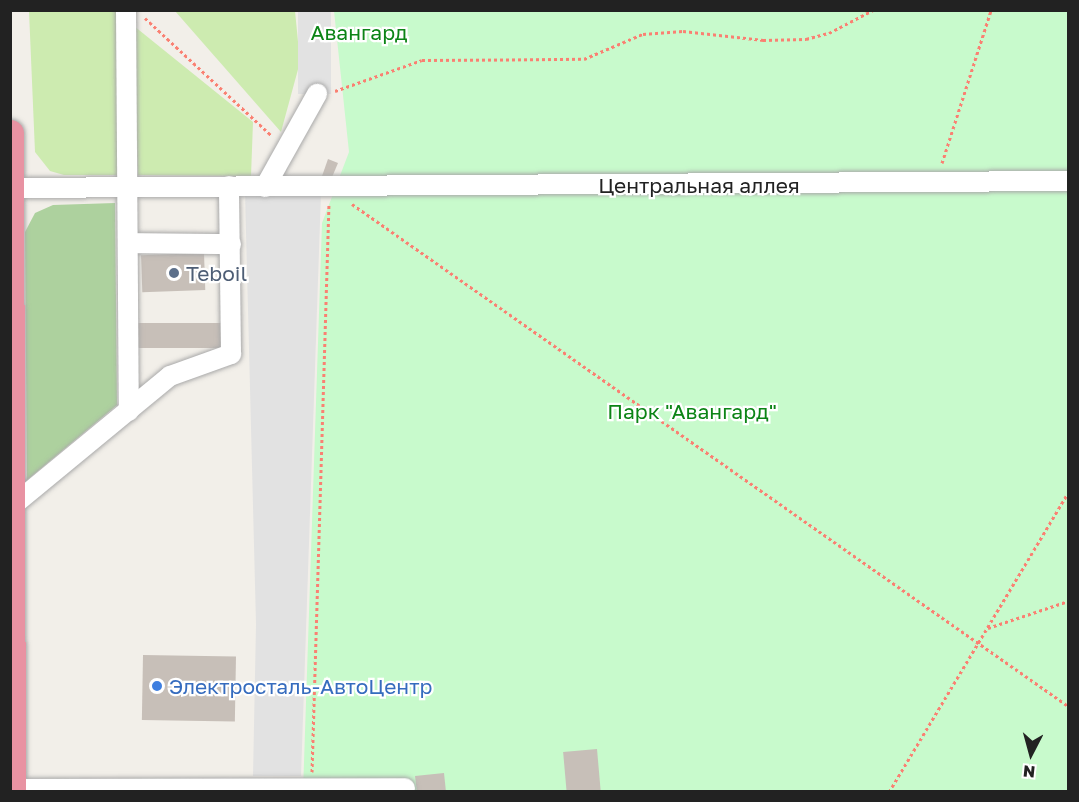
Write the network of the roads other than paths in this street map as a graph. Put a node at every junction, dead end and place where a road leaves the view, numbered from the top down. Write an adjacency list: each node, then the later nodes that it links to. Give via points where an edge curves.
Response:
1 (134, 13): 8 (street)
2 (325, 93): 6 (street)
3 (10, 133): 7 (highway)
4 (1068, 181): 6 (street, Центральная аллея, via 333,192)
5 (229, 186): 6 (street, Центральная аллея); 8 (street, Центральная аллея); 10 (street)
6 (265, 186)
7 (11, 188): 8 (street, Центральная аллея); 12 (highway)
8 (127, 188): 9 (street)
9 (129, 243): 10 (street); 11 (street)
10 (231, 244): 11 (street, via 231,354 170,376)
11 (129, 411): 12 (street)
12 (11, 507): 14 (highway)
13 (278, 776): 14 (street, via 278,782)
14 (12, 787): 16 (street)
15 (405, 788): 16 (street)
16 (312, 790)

...

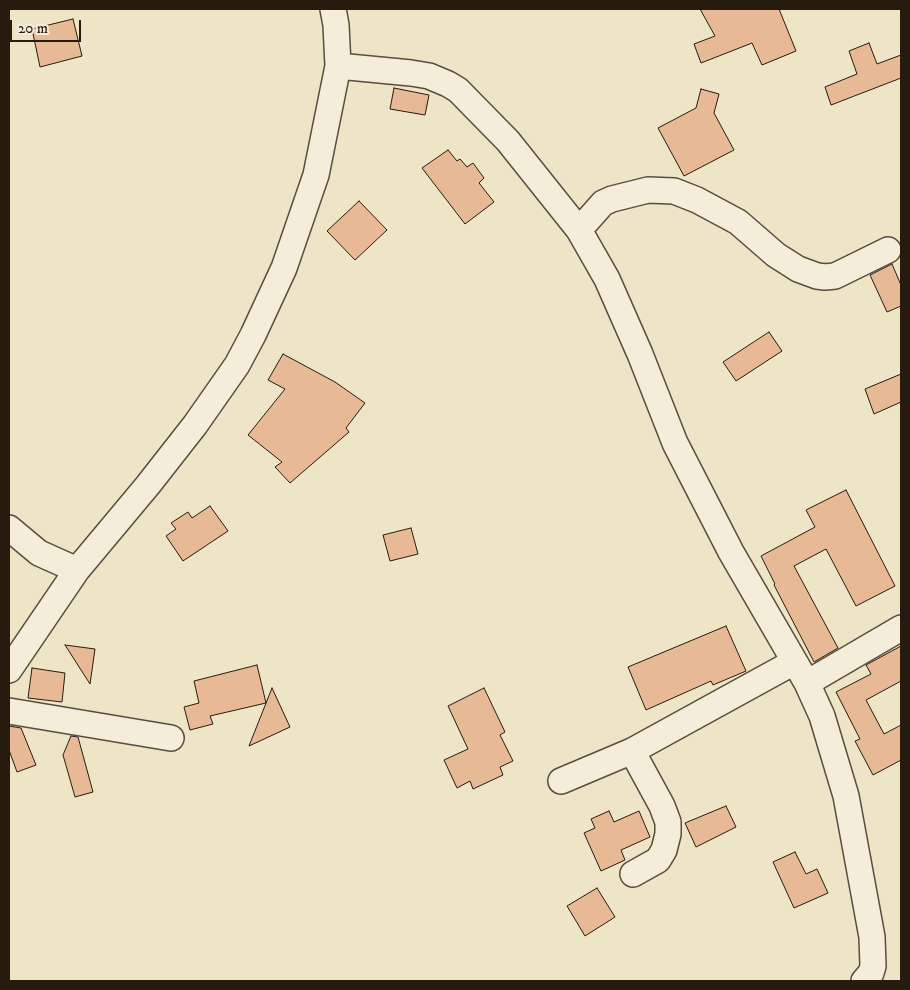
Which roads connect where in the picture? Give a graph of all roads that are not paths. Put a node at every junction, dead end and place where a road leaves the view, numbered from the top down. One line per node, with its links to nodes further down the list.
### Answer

## [Exercise brief]
Check every line above for the string "from" and copy those that have it.

## [Solution]
Write the network of the roads other than paths in this street map as a graph. Put a node at every junction, dead end and place where a road leaves the view, numbered from the top down. Write an adjacency list: each node, then the later nodes that it links to. Give via points where an edge curves.
Which roads connect where in the picture? Give a graph of all roads that are not paths. Put a node at every junction, dead end and place where a road leaves the view, numbered from the top down. One line per node, with its links to nodes further down the list.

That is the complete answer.